今日の帰り道では何も事象が生じなかった。と信じたいが、昼休みの出来事が起因して佐藤君の観察に集中できなかった。念のため今日一日の記録を再生してチェックする。その間に身体が洗浄され、疲労物質も除去される。
相棒に声を掛ける。
「今日のケース1178番は転換点の可能性はある?」
「非常に大きな転換点ですね。助けた女性は3年後ジョン・j・ケリーというアメリカ人と結婚します」
結婚相手の名前を検索して私は驚愕する。
「嘘でしょう? あの女性は時空航法の基礎理論を完成させたケリー博士の祖母なの?」
「ワタシに嘘をつく機能はありません」
わかっている。私は内心舌打ちした。AIを疑うなんて、この時代に染まっている自分にうんざりする。

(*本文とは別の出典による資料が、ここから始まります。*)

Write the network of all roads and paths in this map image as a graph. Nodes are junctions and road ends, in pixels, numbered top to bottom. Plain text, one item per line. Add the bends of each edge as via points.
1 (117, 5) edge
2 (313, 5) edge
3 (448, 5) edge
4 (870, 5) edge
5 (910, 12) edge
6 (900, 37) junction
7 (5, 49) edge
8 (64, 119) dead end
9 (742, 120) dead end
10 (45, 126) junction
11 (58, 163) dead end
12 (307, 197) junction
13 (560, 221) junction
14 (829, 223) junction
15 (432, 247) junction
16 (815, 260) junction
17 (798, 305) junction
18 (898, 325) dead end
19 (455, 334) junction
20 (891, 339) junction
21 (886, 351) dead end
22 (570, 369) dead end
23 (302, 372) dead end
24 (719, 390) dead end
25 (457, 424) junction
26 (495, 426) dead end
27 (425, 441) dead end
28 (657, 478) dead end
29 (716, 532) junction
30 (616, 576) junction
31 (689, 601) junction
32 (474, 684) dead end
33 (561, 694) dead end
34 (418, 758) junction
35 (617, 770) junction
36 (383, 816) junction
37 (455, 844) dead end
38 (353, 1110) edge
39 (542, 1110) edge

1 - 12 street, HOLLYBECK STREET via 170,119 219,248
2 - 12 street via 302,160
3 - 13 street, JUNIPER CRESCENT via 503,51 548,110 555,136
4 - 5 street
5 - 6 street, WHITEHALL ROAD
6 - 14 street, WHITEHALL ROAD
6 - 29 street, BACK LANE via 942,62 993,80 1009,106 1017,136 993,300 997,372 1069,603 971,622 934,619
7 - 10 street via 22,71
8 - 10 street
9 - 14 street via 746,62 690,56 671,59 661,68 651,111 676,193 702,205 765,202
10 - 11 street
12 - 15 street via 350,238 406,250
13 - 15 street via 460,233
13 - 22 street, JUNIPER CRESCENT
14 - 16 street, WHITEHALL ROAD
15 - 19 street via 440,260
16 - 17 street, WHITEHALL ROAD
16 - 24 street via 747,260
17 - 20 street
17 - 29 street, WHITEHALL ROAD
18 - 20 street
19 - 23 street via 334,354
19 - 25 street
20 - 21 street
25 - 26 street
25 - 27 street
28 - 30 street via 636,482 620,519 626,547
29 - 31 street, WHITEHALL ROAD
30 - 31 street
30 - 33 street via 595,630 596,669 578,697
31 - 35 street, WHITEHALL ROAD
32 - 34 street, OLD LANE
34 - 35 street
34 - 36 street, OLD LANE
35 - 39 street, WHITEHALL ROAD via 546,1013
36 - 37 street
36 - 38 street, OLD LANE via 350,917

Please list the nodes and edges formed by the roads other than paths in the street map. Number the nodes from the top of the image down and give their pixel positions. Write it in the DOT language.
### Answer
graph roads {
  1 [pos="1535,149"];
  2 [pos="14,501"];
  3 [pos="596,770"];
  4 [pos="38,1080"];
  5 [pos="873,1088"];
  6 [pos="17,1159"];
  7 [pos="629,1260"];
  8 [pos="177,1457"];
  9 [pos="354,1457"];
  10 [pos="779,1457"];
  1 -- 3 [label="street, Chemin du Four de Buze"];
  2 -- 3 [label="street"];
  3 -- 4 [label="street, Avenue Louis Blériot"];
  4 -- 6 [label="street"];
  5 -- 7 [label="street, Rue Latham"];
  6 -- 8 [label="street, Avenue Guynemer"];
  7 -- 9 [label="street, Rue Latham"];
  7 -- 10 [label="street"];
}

「あと、ケース1057の猫のシュミレーション結果が出ました」
「佐藤君が助けた猫ね」
「猫を引き取った家庭ですが、猫を引き取らなかった場合、その家庭の第一子は生涯独身で、生活レベルは3段階落ちます」
「じゃあ、その後の観測をお願い」
まただ。どれだけ強い転換「星」なんだ。
時空航法が確立され、人類が時空を行き来できるようになってから発見された理論が「転換星」だ。あらゆることが影響しあい、歴史が作られている。その中で異常に他者に強い影響を持っている存在を我々は「転換星」と呼んでいる。そして転換星が影響を発揮した点が「転換点」だ。
佐藤君は現在発見された中で最大級の「転換星」だ。しかも彼の善行は短くても10年程度で良い結果をもたらすことがわかっている。
私と相棒は佐藤君を観察し、影響を測定する観測員として彼が生きた時代に派遣された。名誉ある仕事だし、誇りをもっている。
しかし最近困ったことが起こった。
「ところで、本部から死亡許可は承認された?」
「却下です」
「何でよ」
「人の死は関係者に大きな影響を与え、特に精神的損害が大きい。・・・まだ読み上げますか? 何とでも理由が付けられますよ。要するに本当の理由は下っ端には教えられないということです」
「そんなあ、」
死亡許可は現在の私を死んだことにして、別人格に変更することだ。観測員の仕事をしていれば何度かは経験することだ。それなのに今回は許可が下りない。私は佐藤君の彼女のミクを辞められないのだ。こんなことなら本部の「失恋は悪影響が心配される」という意見を無視すべきだった。
もしかして、
さらに嫌な想像が蘇る。本部はすでに転換星を利用して歴史改変に手を出しているという噂だ。
あり得ない。と鼻で笑った過去の自分を殴ってやりたい。時空航法だって、転換星理論だって最初は嘲笑されたのだ。進歩はいつも人間の想像を越えてゆく。私のような観測員を利用すれば可能かもしれない。
過去に読んだ佐藤君の人生記録を思い出す。25歳結婚、30歳でリストラに遭うも妻が生活を支える。妻の名前書いてあったけ? 何故思い出せない?
「勘弁してよ!」
私の叫びは亜空間に溶けて消えた。